KIEV (Reuters) - Ukraine has asked the International Monetary Fund to put off talks on a new stand-by programme - which were expected to start this week - until the New Year after its government resigned following a parliamentary election, the Fund said on Thursday.
The Fund’s resident representative in Ukraine, Max Alier, said in a statement the mission scheduled to visit Kiev to discuss a stand-by loan agreement on December 7-17 would be put off until the second half of January.
“The Ukrainian authorities have indicated this will allow participation of the new Cabinet of Ministers, following the resignation of former ministers in early December”.
Ukrainian President Viktor Yanukovich accepted the resignation of Prime Minister Mykola Azarov’s government on Monday in an expected move after several cabinet members including Azarov were elected to parliament on October 28.
Yanukovich has not indicated who would become the new prime minister although he has said he did not rule out re-appointing his long-time ally and government veteran Azarov.

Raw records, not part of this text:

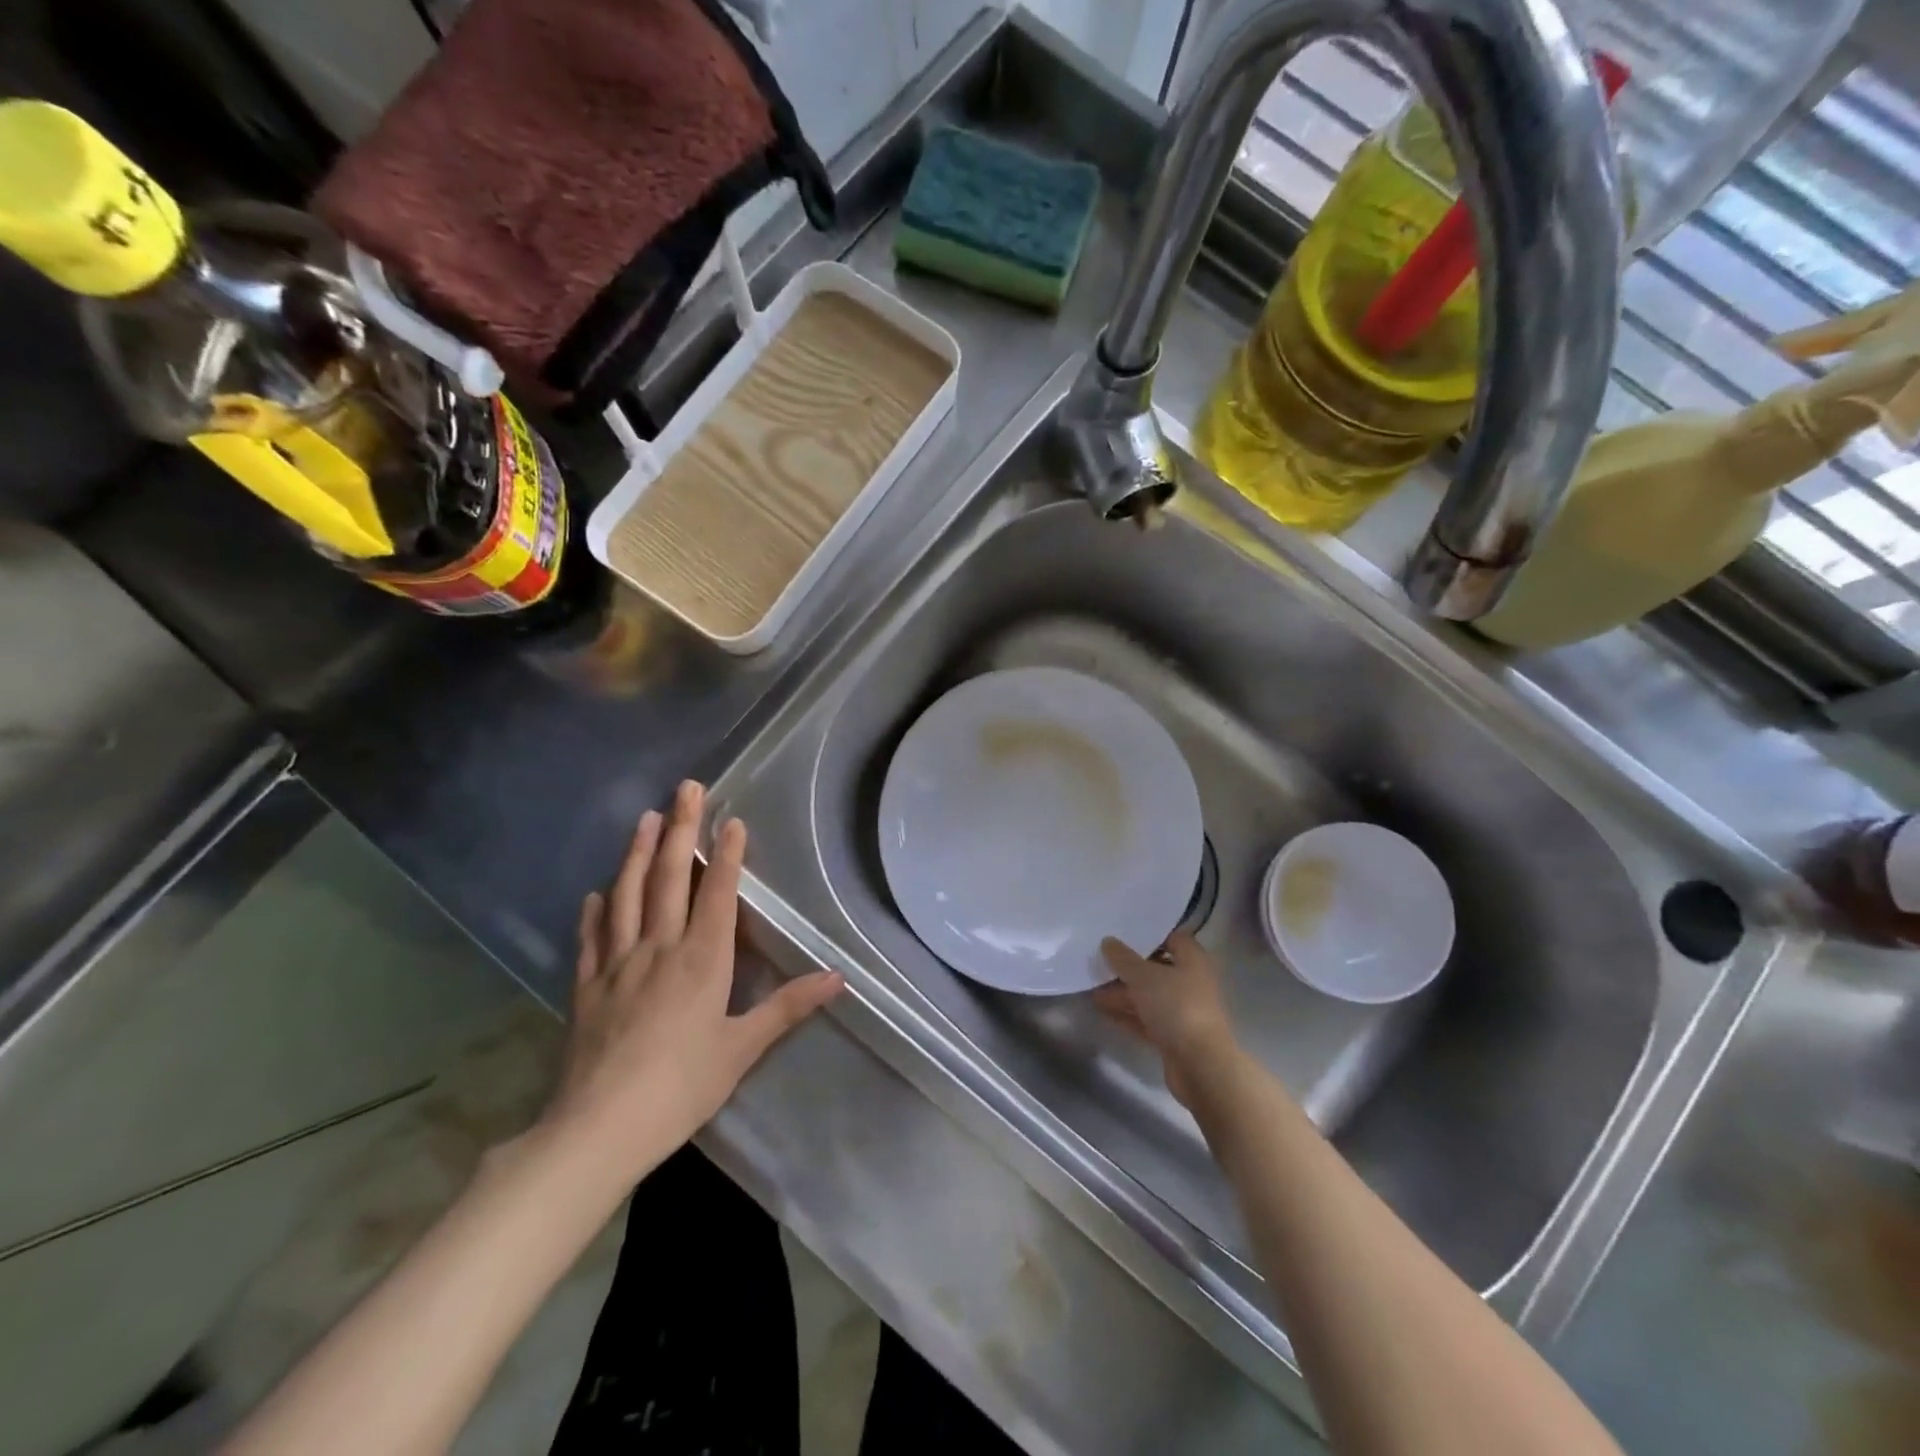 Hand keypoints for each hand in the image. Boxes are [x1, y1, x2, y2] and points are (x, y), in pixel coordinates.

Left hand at [539, 781, 842, 1182]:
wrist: (599, 1128)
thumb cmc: (681, 1087)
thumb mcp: (742, 1049)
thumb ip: (788, 1007)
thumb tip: (838, 977)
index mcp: (702, 959)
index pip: (717, 893)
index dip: (726, 854)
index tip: (730, 819)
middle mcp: (659, 948)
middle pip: (669, 877)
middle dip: (679, 829)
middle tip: (684, 788)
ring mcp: (617, 963)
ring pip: (627, 894)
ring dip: (636, 853)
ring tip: (643, 818)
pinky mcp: (587, 986)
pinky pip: (592, 936)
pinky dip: (596, 909)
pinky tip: (597, 892)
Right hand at [1093, 932, 1240, 1107]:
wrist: (1200, 1064)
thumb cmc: (1176, 1007)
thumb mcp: (1144, 976)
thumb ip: (1123, 958)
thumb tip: (1108, 942)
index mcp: (1193, 961)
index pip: (1172, 939)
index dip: (1148, 936)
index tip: (1121, 935)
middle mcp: (1191, 982)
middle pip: (1157, 969)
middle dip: (1128, 968)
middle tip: (1100, 963)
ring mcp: (1183, 1011)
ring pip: (1150, 996)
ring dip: (1123, 992)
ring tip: (1092, 988)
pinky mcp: (1174, 1036)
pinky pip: (1147, 1019)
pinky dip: (1127, 1014)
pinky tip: (1102, 1009) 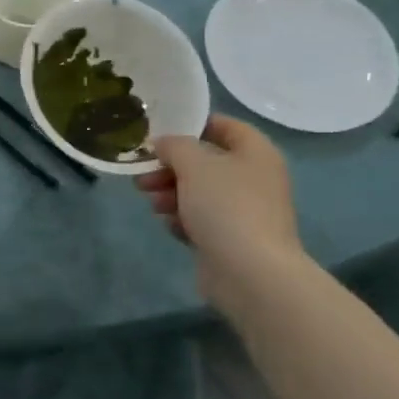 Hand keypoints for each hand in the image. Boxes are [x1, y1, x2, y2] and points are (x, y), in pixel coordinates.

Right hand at [136, 115, 304, 308]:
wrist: (250, 273)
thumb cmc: (226, 207)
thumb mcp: (194, 165)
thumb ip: (175, 146)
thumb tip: (164, 143)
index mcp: (255, 153)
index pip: (225, 126)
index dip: (193, 125)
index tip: (161, 133)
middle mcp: (254, 178)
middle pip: (206, 163)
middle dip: (171, 168)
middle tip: (142, 175)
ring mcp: (244, 211)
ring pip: (200, 193)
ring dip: (172, 194)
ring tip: (153, 203)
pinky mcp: (231, 239)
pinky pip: (202, 221)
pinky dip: (184, 220)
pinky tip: (171, 227)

It was unclear if Ukraine’s request for a postponement of the IMF visit meant an impending government shake-up or not.
Securing fresh funding from the IMF will be the first major task of the new government next year as Ukraine faces $9.1 billion in payments due to its foreign creditors, up from $6.5 billion this year.
The 2013 sum includes $6.4 billion owed to the IMF and Ukraine has said it hoped to refinance that debt.
The lame-duck parliament on Thursday approved the 2013 budget drafted by Azarov’s cabinet which would widen the deficit to 3.2 percent next year from 2.6 percent this year and requires a total of $15.4 billion in borrowing.
Underscoring Ukraine’s weakening finances, rating agency Moody’s on Wednesday downgraded its government bond rating by one notch to B3 from B2 with a negative outlook.
Moody’s said the downgrade was due to a downward revision of its assessment of Ukraine’s institutional strength, a shortage of external liquidity which has increased the risk of a currency and wider financial and economic crisis, as well as Ukraine’s comparatively weak economic outlook.
“The downgrade may be the last straw to push Ukraine into a more conciliatory stance vis-a-vis the IMF,” Ivan Tchakarov, chief Russia & CIS economist at Renaissance Capital, said in a note on Thursday.
The IMF stopped lending to Ukraine in early 2011 after Azarov’s government refused to raise household gas and heating prices, an unpopular move which the Fund says is key to cutting budget deficit.
Azarov repeated the pledge not to raise the prices in the run-up to the October election, prompting speculation he may now be replaced by someone more willing to make concessions to the IMF, such as central bank head Serhiy Arbuzov.
“As we have argued before, a new prime minister will (find it) easier to build rapport with the IMF as he/she will not be encumbered by previous statements about Ukraine’s lack of desire to implement the requisite measures to meet IMF conditionality,” Tchakarov said.
The new parliament, which must vote on a candidate nominated for prime minister by Yanukovich, will convene on December 12.